The Balearic Government is right to try and confront the issue but it has gone about it in a wholly unsatisfactory manner. It wants trilingual revolution but will end up with a different type of revolution. It is already facing one. The revolt of teachers against the TIL scheme. The government has used the introduction of trilingualism to shield its antipathy towards Catalan and has so insisted on revolution as a fast-track device to bring Catalan to heel. This is the ideology. One that is wrapped up as securing the future of the children of the Balearics, or so the president would have everyone believe.

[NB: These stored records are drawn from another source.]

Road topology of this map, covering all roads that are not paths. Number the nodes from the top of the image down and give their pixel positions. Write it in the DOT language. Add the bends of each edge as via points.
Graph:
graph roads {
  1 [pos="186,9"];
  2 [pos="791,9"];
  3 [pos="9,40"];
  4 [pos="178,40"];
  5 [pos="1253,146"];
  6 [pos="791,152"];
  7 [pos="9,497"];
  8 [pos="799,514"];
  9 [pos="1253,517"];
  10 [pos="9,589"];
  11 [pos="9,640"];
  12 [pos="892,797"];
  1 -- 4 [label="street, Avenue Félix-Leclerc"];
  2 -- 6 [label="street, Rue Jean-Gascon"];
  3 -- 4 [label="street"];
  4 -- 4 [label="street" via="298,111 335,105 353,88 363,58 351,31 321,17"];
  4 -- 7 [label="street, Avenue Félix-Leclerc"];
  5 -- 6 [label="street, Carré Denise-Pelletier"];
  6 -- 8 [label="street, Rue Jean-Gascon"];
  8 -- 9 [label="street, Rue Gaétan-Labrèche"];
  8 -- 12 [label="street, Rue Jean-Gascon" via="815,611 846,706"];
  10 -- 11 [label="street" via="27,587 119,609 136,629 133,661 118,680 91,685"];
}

The teachers are using the same ideology but in reverse. They are aghast at the potential for Catalan to be undermined, but in their defence they do also appreciate, far better than the government, the pedagogical problems raised by trilingualism. But because the teachers (their unions at any rate) are a bunch of lefty, Catalanist agitators, the government has ignored them. And it was this disregard which led the Balearics High Court to tell the government that its procedure for scheduling the implementation of TIL was wrong. The government had not consulted properly, just as, only hours after the court's decision, it revealed it had not consulted at all in magicking up some decree to permit TIL to go ahead as of this Friday.

The principle of TIL is not wrong but the implementation is totally wrong. Blind dogma has led the government down a path towards chaos in the classrooms, chaos that will be even greater if PSOE were to return to power in 2015 and scrap TIL (they have said they will). The government, far from taking measures to improve educational performance, has adopted one that will worsen it.